Governed Agents

ReviewAudited by ClawScan on May 18, 2026.

Overview

The skill’s purpose is clear, but it should be reviewed because it launches autonomous CLI agents and has an unsafe temporary-directory cleanup pattern that could delete outside its intended area if task IDs are not sanitized.

Only install this if you want an agent to spawn and score other agents. Before use, review the installer, use a low-privilege workspace/account, and avoid custom task IDs or private URLs unless the path handling and network behavior have been tightened.

Findings (6)

Artifact-based informational review of SKILL.md, metadata, install specs, static scan signals, and capability signals. ClawScan does not execute the skill or run runtime probes.

What this means

A malformed or attacker-influenced task ID could make cleanup target an unexpected path, risking unintended deletion outside the skill’s temporary working directory.

Why it was flagged

contract.task_id is a writable contract field, but the cleanup path is formed by string interpolation and later recursively deleted without an evident resolve-and-assert containment check under the intended temp directory.

Skill content
task_id = contract.task_id or str(uuid.uuid4())[:8]
task_dir = Path(f"/tmp/governed-{task_id}")
...
shutil.rmtree(str(task_dir), ignore_errors=True)
Recommendation

Use tempfile.mkdtemp or sanitize task IDs to a strict safe pattern, then resolve the cleanup path and assert it remains under a dedicated governed-agents temp root before deleting.

What this means

Installing and using the skill can cause autonomous sub-agents to run commands and modify files within their configured working directories.

Why it was flagged

The skill spawns external agent CLIs and lets Codex run in full-auto mode. This is central to the skill’s purpose, but it is a powerful execution path.

Skill content
cmd = [CODEX53_CLI, "-m", "gpt-5.3-codex", "exec", "--full-auto", prompt]
...
run_result = subprocess.run(cmd, capture_output=True, text=True, timeout=timeout + 30, cwd=cwd, env=env)
Recommendation

Use only with clearly scoped contracts, review the working directory, and avoid invoking full-auto sub-agents on sensitive repositories unless you trust the model and task prompt.

What this means

A checked URL can reveal your IP address and the requested URL path/query to that remote server.

Why it was flagged

The grounding gate automatically sends HTTP HEAD requests to URLs found in agent output.
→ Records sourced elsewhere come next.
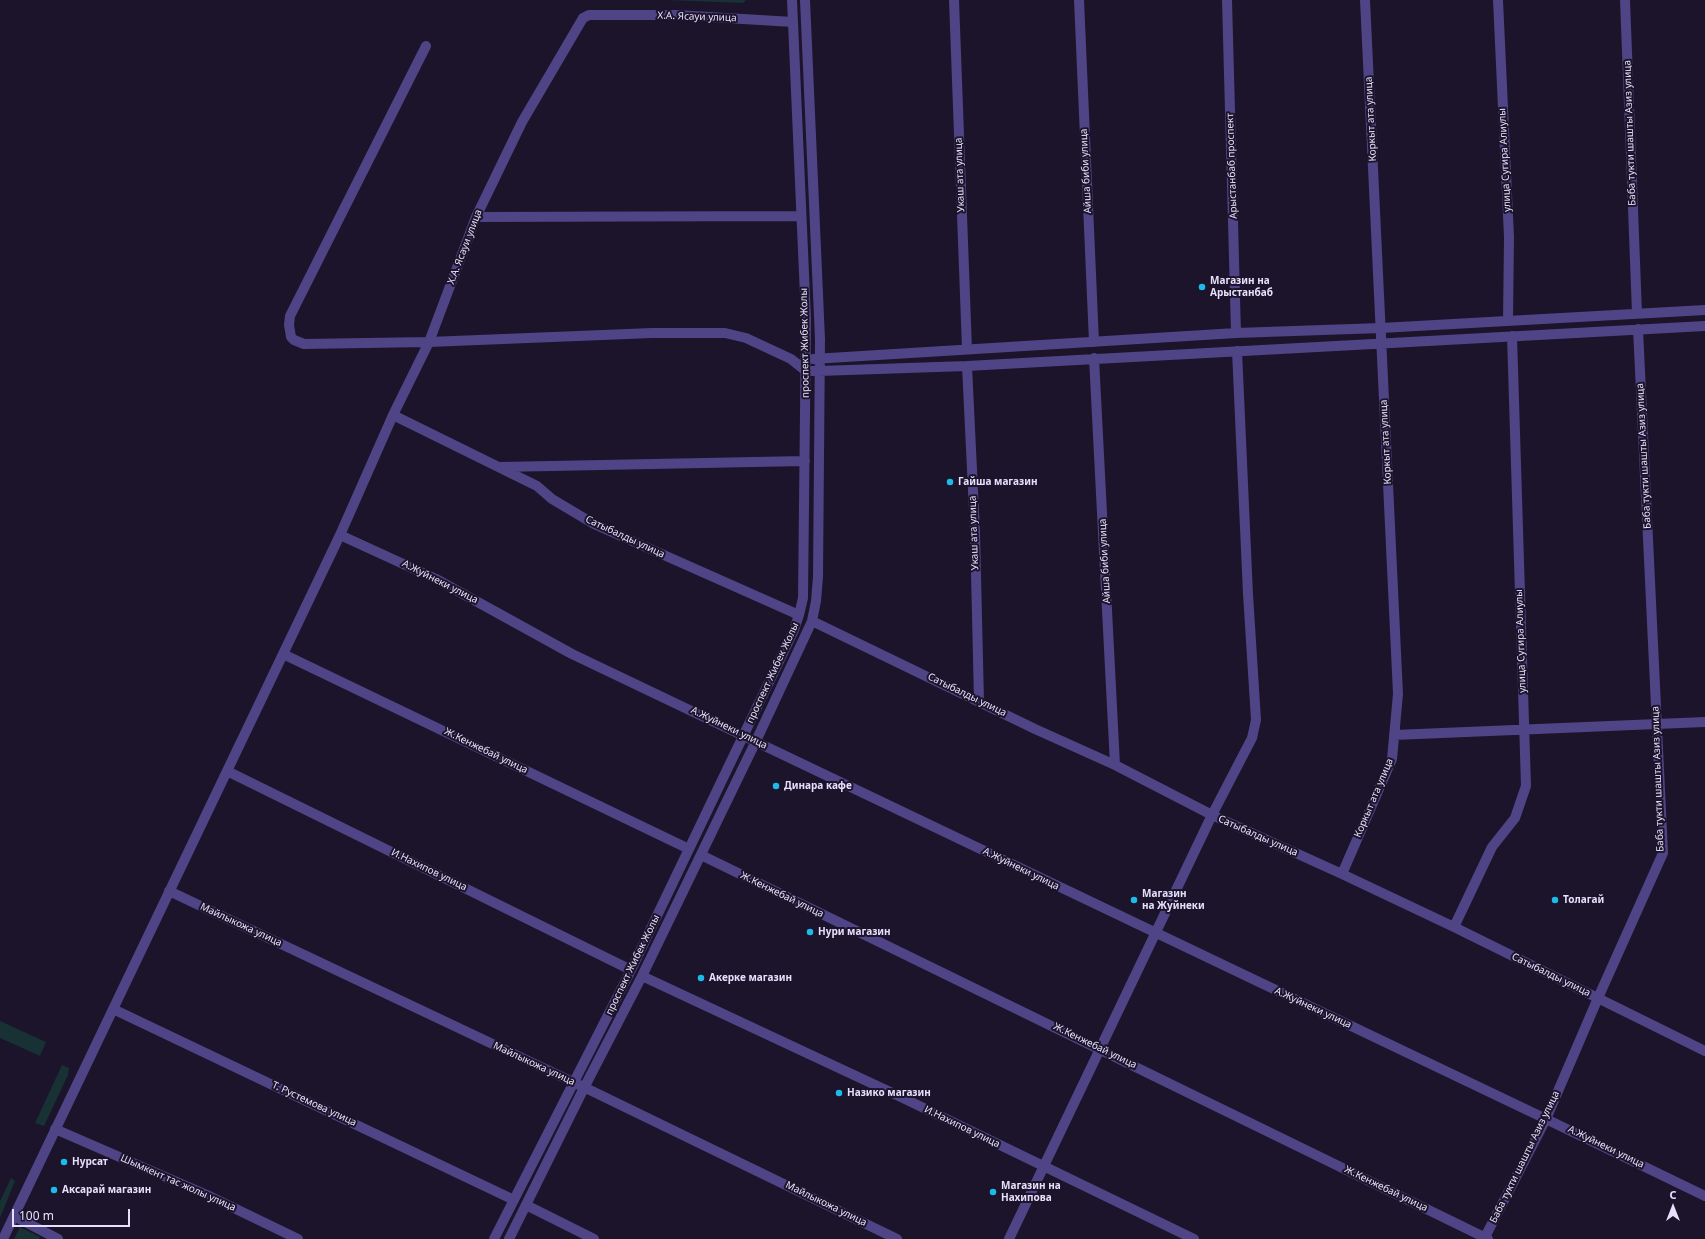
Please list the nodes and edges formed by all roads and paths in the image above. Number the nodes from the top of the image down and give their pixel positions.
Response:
1 (792, 0) edge
2 (805, 0) edge
3 (954, 0) edge
4 (1079, 0) edge
5 (1227, 0) edge
6 (1365, 0) edge
7 (1498, 0) edge
8 (1625, 0) edge
9 (793, 22) junction
10 (426, 46) dead end
11 (801, 216) junction
12 (476, 217) junction
13 (1705, 310) edge
14 (1637, 313) junction
15 (1508, 321) junction
16 (1705, 326) edge
17 (1381, 328) junction
18 (1638, 329) junction
19 (1236, 333) junction
20 (1512, 336) junction
21 (429, 342) junction
22 (1094, 342) junction
23 (1381, 343) junction
24 (967, 350) junction
25 (1237, 350) junction
26 (1094, 358) junction
27 (791, 359) junction
28 (806, 359) junction
29 (820, 359) junction
30 (967, 366) junction
31 (806, 370) junction
32 (819, 371) junction
33 (393, 415) junction
34 (805, 461) junction
35 (498, 467) junction
36 (340, 535) junction
37 (799, 615) junction
38 (812, 620) junction
39 (283, 654) junction
40 (979, 701) junction
41 (1705, 722) edge
42 (1656, 724) junction
43 (1524, 730) junction
44 (744, 735) junction
45 (1394, 735) junction
46 (756, 741) junction
47 (1115, 764) junction
48 (227, 771) junction
49 (1212, 815) junction
50 (689, 849) junction
51 (701, 855) junction
52 (1342, 874) junction
53 (169, 891) junction
54 (1454, 927) junction
55 (1156, 934) junction
56 (631, 970) junction
57 (642, 976) junction
58 (1598, 998) junction
59 (113, 1009) junction
60 (1102, 1049) junction
61 (1705, 1051) edge
62 (574, 1083) junction
63 (584, 1088) junction
64 (1546, 1119) junction
65 (55, 1129) junction
66 (1043, 1167) junction
67 (1705, 1196) edge
68 (514, 1200) junction
69 (526, 1206) junction
70 (14, 1216) junction
71 (1486, 1238) edge
72 (3, 1239) edge
73 (58, 1239) edge
74 (298, 1239) edge
75 (494, 1239) edge
76 (510, 1239) edge
77 (594, 1239) edge
78 (897, 1239) edge
79 (1010, 1239) edge
80 (1194, 1239) edge

1 - 9 street, проспект Жибек Жолы
2 - 29 street, проспект Жибек Жолы
3 - 24 street, Укаш ата улица
4 - 22 street, Айша биби улица
5 - 19 street, Арыстанбаб проспект
6 - 17 street, Коркыт ата улица
7 - 15 street, улица Сугира Алиулы
8 - 14 street, Баба тукти шашты Азиз улица
9 - 11 street, проспект Жибек Жолы
9 - 12 street, Х.А. Ясауи улица
10 - 21 street
11 - 12 street
11 - 28 street, проспект Жибек Жолы
12 - 21 street, Х.А. Ясауи улица
13 - 14 street
14 - 15 street
15 - 17 street
16 - 18 street
17 - 19 street
17 - 23 street, Коркыт ата улица
18 - 20 street
18 - 42 street, Баба тукти шашты Азиз улица
19 - 22 street
20 - 23 street
20 - 43 street, улица Сугира Алиулы
21 - 27 street
21 - 33 street, Х.А. Ясауи улица
22 - 24 street
23 - 25 street
23 - 45 street, Коркыт ата улица
24 - 29 street
25 - 26 street
25 - 49 street
26 - 30 street
26 - 47 street, Айша биби улица
27 - 28 street
27 - 31 street
28 - 29 street
28 - 31 street, проспект Жибек Жолы
29 - 32 street, проспект Жибек Жолы
30 - 32 street
30 - 40 street, Укаш ата улица
31 - 32 street
31 - 34 street, проспект Жибек Жолы
32 - 38 street, проспект Жибек Жолы
33 - 35 street, Сатыбалды улица
33 - 36 street, Х.А. Ясауи улица
34 - 35 street
34 - 37 street, проспект Жибек Жолы
35 - 37 street, Сатыбалды улица
36 - 39 street, Х.А. Ясауи улица
36 - 44 street, А.Жуйнеки улица
37 - 44 street, проспект Жибек Жолы
38 - 40 street, Сатыбалды улица
38 - 46 street, проспект Жибек Жолы
39 - 48 street, Х.А. Ясауи улица
39 - 50 street, Ж.Кенжебай улица
40 - 47 street, Сатыбалды улица
41 - 42 street
42 - 43 street
42 - 58 street, Баба тукти шашты Азиз улица
43 - 45 street
43 - 54 street, улица Сугира Алиулы
44 - 46 street, А.Жуйнеки улица
44 - 50 street, проспект Жибек Жолы
45 - 52 street, Коркыт ата улица
46 - 51 street, проспект Жибек Жолы
46 - 55 street, А.Жуйнеки улица
47 - 49 street, Сатыбалды улица
48 - 53 street, Х.А. Ясауи улица
48 - 56 street, И.Нахипов улица
49 - 52 street, Сатыбалды улица
49 - 55 street
50 - 56 street, проспект Жибек Жолы
51 - 57 street, проспект Жибек Жолы
51 - 60 street, Ж.Кенжебай улица
52 - 54 street, Сатыбалды улица
53 - 59 street, Х.А. Ясауи улица
53 - 62 street, Майлыкожа улица
54 - 58 street, Сатыбалды улица
55 - 60 street
55 - 64 street, А.Жуйнеки улица
56 - 62 street, проспект Жибек Жолы
57 - 63 street, проспект Жибек Жолы
57 - 66 street, И.Нахипов улица
58 - 61 street, Сатыбалды улица
58 - 64 street, Баба тукти шашты Азиз улица
59 - 65 street, Х.А. Ясауи улица
59 - 68 street, Т. Рустемова улица
60 - 66 street
60 - 71 street, Ж.Кенжебай улица
62 - 63 street, Майлыкожа улица
62 - 68 street, проспект Жибек Жолы
63 - 69 street, проспект Жибек Жолы
63 - 78 street, Майлыкожа улица
64 - 67 street, А.Жуйнеки улица
64 - 71 street, Баба тукти шашты Азиз улица
65 - 70 street, Х.А. Ясауи улица
65 - 74 street, Шымкент тас жолы улица
66 - 79 street
66 - 80 street, И.Нахипов улица
68 - 75 street, проспект Жибек Жолы
69 - 76 street, проспект Жибек Жолы
69 - 77 street
70 - 72 street, Х.А. Ясауи улица
70 - 73 street

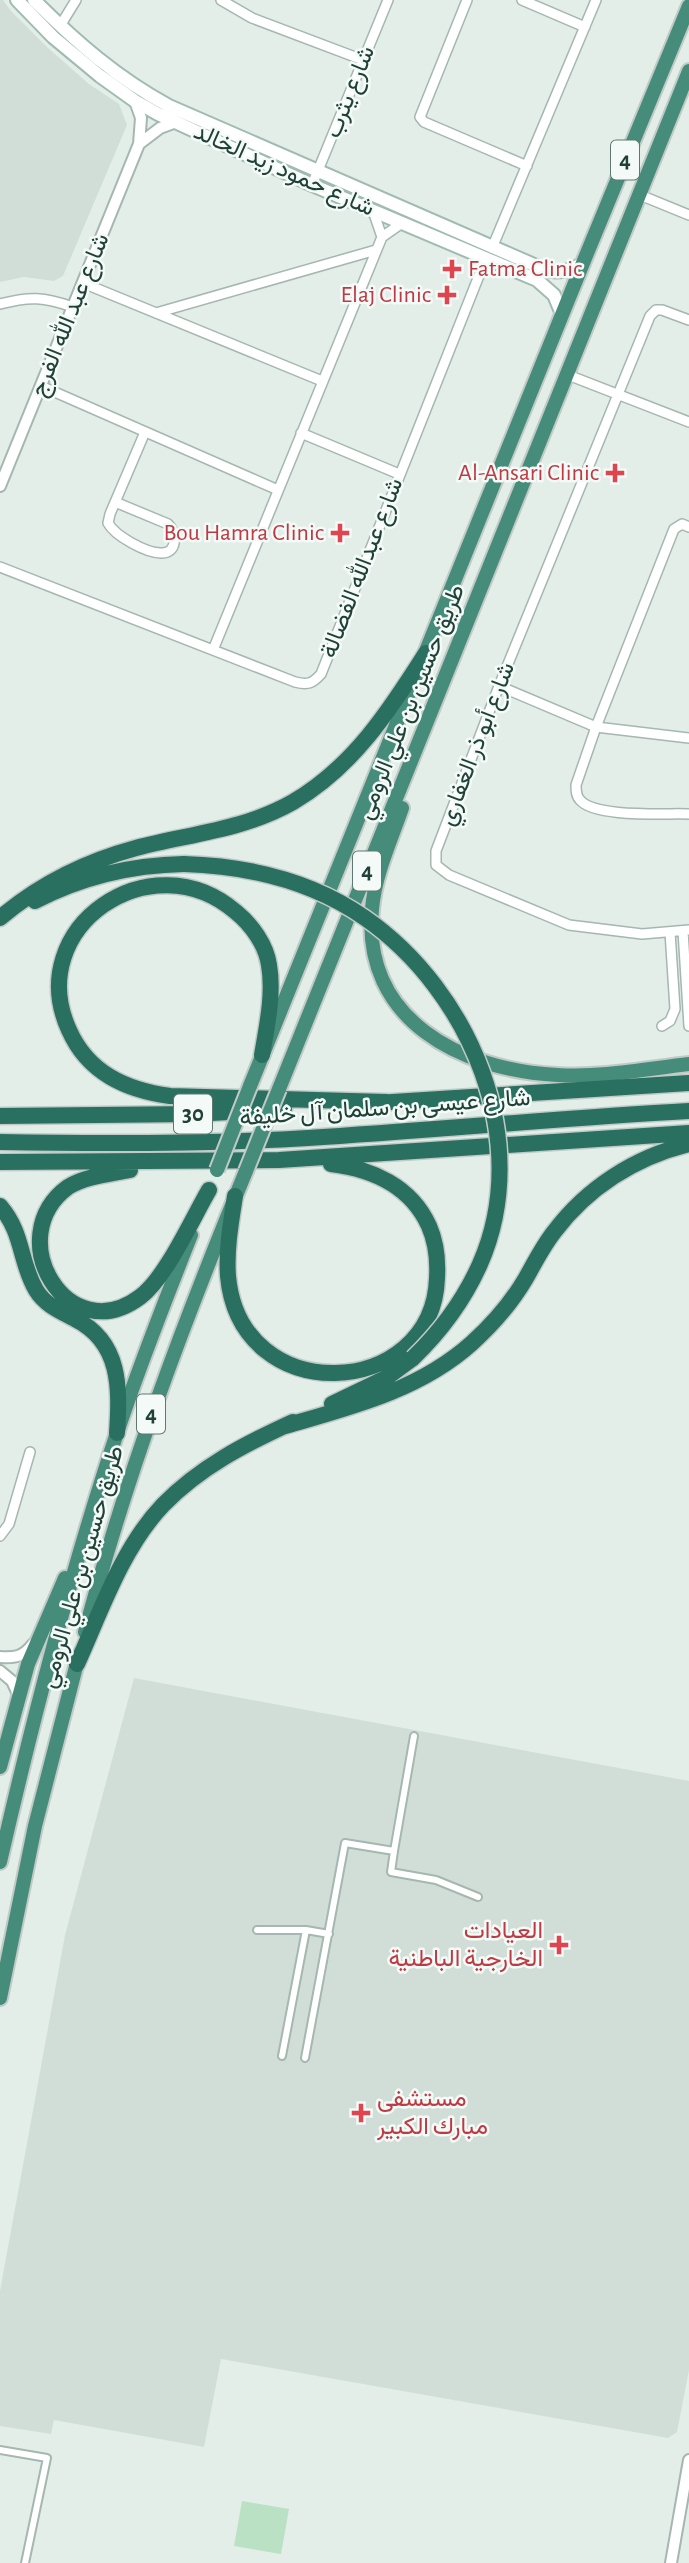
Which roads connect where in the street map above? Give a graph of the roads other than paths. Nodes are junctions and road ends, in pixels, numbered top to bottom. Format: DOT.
graph roads {
  1 [pos="17,0"];
  2 [pos="34,0"];
  3 [pos="76,0"];
  4 [pos="221,0"];
  5 [pos="388,0"];
  6 [pos="467,0"];
  7 [pos="522,0"];
  8 [pos="596,0"];
  9 [pos="689,6"];
  10 [pos="60,26"];
  11 [pos="585,27"];
  12 [pos="363,60"];
  13 [pos="689,71"];
  14 [pos="135,101"];
  15 [pos="176,122"];
  16 [pos="139,144"];
  17 [pos="527,166"];
  18 [pos="318,172"];
  19 [pos="313,185"];
  20 [pos="640,195"];
  21 [pos="373,211"];
  22 [pos="689,215"];
  23 [pos="402,223"];
  24 [pos="382,237"];
  25 [pos="376,250"];
  26 [pos="489,253"];
  27 [pos="583,262"];
  28 [pos="83,282"];
  29 [pos="0,304"];
  30 [pos="73,307"];
  31 [pos="156,313"];
  32 [pos="562,314"];
  33 [pos="689,320"];
  34 [pos="568,375"];
  35 [pos="322,382"];
  36 [pos="41,386"];
  37 [pos="618,394"];
  38 [pos="689,422"];
  39 [pos="145,432"];
  40 [pos="301,433"];
  41 [pos="399,474"];
  42 [pos="0,486"];
  43 [pos="278,490"];
  44 [pos="116,502"];
  45 [pos="689,527"];
  46 [pos="0,567"];
  47 [pos="213,650"];
  48 [pos="426,653"];
  49 [pos="455,653"];
  50 [pos="499,686"];
  51 [pos="596,727"];
  52 [pos="689,738"];
  53 [pos="689,814"];
  54 [pos="0,920"];
  55 [pos="686,931"];
  56 [pos="670,932"];
  57 [pos="687,1008"];
  58 [pos="689,1026"];
  59 [pos="262,1055"];
  60 [pos="689,1064"];
  61 [pos="689,1083"];
  62 [pos="386,1102"];
  63 [pos="689,1111"];
  64 [pos="0,1116"];
  65 [pos="689,1133"];
  66 [pos="0,1142"];
  67 [pos="689,1144"];
  68 [pos="279,1160"];
  69 [pos="0,1162"];
  70 [pos="183,1163"];
  71 [pos="209,1190"];
  72 [pos="235,1196"];
  73 [pos="0,1206"];
  74 [pos="285,1426"];
  75 [pos="117,1433"];
  76 [pos="30,1452"];
  77 [pos="87,1529"];
  78 [pos="0,1536"];
  79 [pos="40,1634"];
  80 [pos="0,1657"];
  81 [pos="77,1664"];
  82 [pos="0,1671"];
  83 [pos="19,1696"];
  84 [pos="414,1736"];
  85 [pos="0,1767"];
  86 [pos="394,1851"];
  87 [pos="0,1862"];
  88 [pos="478,1896"];
  89 [pos="257,1930"];
  90 [pos="306,1930"];
  91 [pos="329,1934"];
  92 [pos="0,1998"];
  93 [pos="282,2056"];
  94 [pos="305,2058"];
  95 [pos="0,2450"];
  96 [pos="689,2460"];
  97 [pos="25,2563"];
  98 [pos="671,2563"];
  1 -- 14 [label="main road, شارع حمود زيد الخالد"];
  2 -- 10 [label="main road, شارع حمود زيد الخالد"];
  3 -- 10 [label="street"];
  4 -- 12 [label="street"];
  5 -- 12 [label="street, شارع يثرب"];
  6 -- 17 [label="street"];
  7 -- 11 [label="street"];
  8 -- 11 [label="street, شارع عبدالله الفضالة"];
  9 -- 27 [label="highway, طريق حسين بن علي الرومي / 4"];
  10 -- 18 [label="main road, شارع حمود زيد الخالد"];
  11 -- 17 [label="street, شارع عبدالله الفضالة"];
  12 -- 18 [label="street, شارع يثرب"];
  13 -- 20 [label="highway, طريق حسين بن علي الرومي / 4"];
  14 -- 15 [label="main road, شارع حمود زيد الخالد"];
  14 -- 16 [label="street, شارع عبد الله الفرج"];
  15 -- 16 [label="street"];
  15 -- 19 [label="main road, شارع حمود زيد الخالد"];
  16 -- 28 [label="street, شارع عبد الله الفرج"];
  17 -- 26 [label="street, شارع عبدالله الفضالة"];
  18 -- 19 [label="street, شارع يثرب"];
  18 -- 26 [label="main road, شارع حمود زيد الخالد"];
  19 -- 21 [label="main road, شارع حمود زيد الخالد"];
  20 -- 22 [label="street"];
  20 -- 34 [label="highway, طريق حسين بن علي الرومي / 4"];
  21 -- 23 [label="main road, شارع حمود زيد الخالد"];
  21 -- 24 [label="street"];
  23 -- 24 [label="street"];
  23 -- 26 [label="main road, شارع حمود زيد الخالد"];
  24 -- 25 [label="street"];
  25 -- 31 [label="street"];
  25 -- 35 [label="street"];
  26 -- 27 [label="main road, شارع حمود زيد الخالد"];
  26 -- 32 [label="main road, شارع حمود زيد الخالد"];
  26 -- 41 [label="street, شارع عبدالله الفضالة"];
  27 -- 32 [label="highway, طريق حسين بن علي الرومي / 4"];
  28 -- 30 [label="street, شارع عبد الله الفرج"];
  28 -- 31 [label="street"];
  29 -- 30 [label="street"];
  30 -- 36 [label="street, شارع عبد الله الفرج"];
  31 -- 35 [label="street"];
  32 -- 48 [label="highway, طريق حسين بن علي الرومي / 4"];
  33 -- 37 [label="street, شارع أبو ذر الغفاري"];
  34 -- 37 [label="street"];
  34 -- 49 [label="highway, طريق حسين بن علي الرومي / 4"];
  35 -- 40 [label="street"];
  36 -- 39 [label="street"];
  36 -- 42 [label="street, شارع عبد الله الفرج"];
  37 -- 38 [label="street"];
  37 -- 50 [label="street, شارع أبو ذر الغفاري"];
  39 -- 43 [label="street"];
  39 -- 44 [label="street"];
  40 -- 41 [label="street"];
  40 -- 43 [label="street"];
  41 -- 47 [label="street, شارع عبدالله الفضالة"];
  43 -- 47 [label="street"];
  44 -- 44 [label="street"];
  45 -- 51 [label="street"];
  46 -- 47 [label="street, شارع عبدالله الفضالة"];
  48 -- 54 [label="highway"];
  48 -- 59 [label="highway, طريق حسين بن علي الرومي / 4"];
  49 -- 60 [label="highway"];
  49 -- 72 [label="highway, طريق حسين بن علي الرومي / 4, bridge"];
  50 -- 51 [label="street"];
  50 -- 56 [label="street, شارع أبو ذر الغفاري"];
  51 -- 52 [label="street"];
  51 -- 53 [label="street"];
  54 -- 74 [label="highway, bridge"];
  55 -- 56 [label="street, شارع أبو ذر الغفاري"];
  55 -- 57 [label="street, شارع أبو ذر الغفاري"];
  56 -- 57 [label="street"];
  57 -- 58 [label="street, شارع أبو ذر الغفاري"];
  59 -- 62 [label="highway"];
  59 -- 71 [label="highway, طريق حسين بن علي الرومي / 4, bridge"];
  61 -- 62 [label="highway, شارع عيسى بن سلمان آل خليفة / 30"];
  62 -- 64 [label="highway, شارع عيسى بن سلمان آل خليفة / 30"];
  63 -- 66 [label="highway, شارع عيسى بن سلمان آل خليفة / 30"];
  65 -- 68 [label="highway"];
  67 -- 74 [label="highway"];
  68 -- 70 [label="highway"];
  68 -- 72 [label="highway"];
  69 -- 70 [label="highway"];
  70 -- 71 [label="highway"];
  71 -- 75 [label="highway, طريق حسين بن علي الرومي / 4"];
  72 -- 81 [label="highway, طريق حسين بن علي الرومي / 4"];
  73 -- 75 [label="highway"];
  74 -- 81 [label="highway"];
  75 -- 77 [label="highway, طريق حسين بن علي الرومي / 4"];
  76 -- 78 [label="street"];
  77 -- 79 [label="highway"];
  77 -- 87 [label="highway, طريق حسين بن علي الرومي / 4"];
  79 -- 80 [label="street"];
  79 -- 83 [label="highway"];
  81 -- 92 [label="highway, طريق حسين بن علي الرومي / 4"];
  82 -- 83 [label="street"];
  83 -- 85 [label="highway"];
  84 -- 86 [label="street"];
  86 -- 88 [label="street"];
  86 -- 91 [label="street"];
  89 -- 90 [label="street"];
  90 -- 91 [label="street"];
  90 -- 93 [label="street"];
  91 -- 94 [label="street"];
  95 -- 97 [label="street"];
  96 -- 98 [label="street"];
}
The code includes private-IP and scheme checks, but these requests still leave the local machine.

Skill content
urls = _extract_urls(output)
...
with urllib.request.urlopen(req, timeout=timeout) as resp:
    return resp.status < 400
Recommendation

Avoid feeding private or tokenized URLs into outputs that will be grounded, and consider adding redirect validation or an allowlist for high-sensitivity environments.

What this means

Sub-agent runs may consume or act through your locally authenticated Codex/OpenClaw accounts.

Why it was flagged

The skill does not forward API-key environment variables, but it does allow Codex/OpenClaw CLIs to use their own local account configuration via HOME.

Skill content
Only the following variables are forwarded: ... `HOME` ...
External CLIs must source their own credentials via their own configuration.
Recommendation

Run with dedicated low-privilege CLI profiles where possible and confirm which local accounts the external CLIs will use.

What this means

Incorrect or manipulated reputation records could affect future agent selection, supervision level, or task blocking.

Why it was flagged

The skill stores persistent reputation state and uses it to affect future supervision decisions, including blocking low-reputation agents.

Skill content
Scores persist in SQLite (`.state/governed_agents/reputation.db`).
...
R ≤ 0.2  →  suspended    (task blocked)
Recommendation

Keep the reputation database in the documented workspace state directory, back it up if important, and reset or inspect it when results look wrong.

What this means

The registry summary may understate what the skill’s own metadata says it can do.

Why it was flagged

SKILL.md declares an installer script and sensitive capabilities, while the registry-provided install/capability summary says there is no install spec and no derived capability tags.

Skill content
install: {"kind": "script", "script": "install.sh"}
capabilities: ["persistent_db_writes", "external_cli_execution", "network_requests"]
Recommendation

Review SKILL.md and install.sh from the source repository before running installation commands, and treat the skill as network-, subprocess-, and persistence-capable.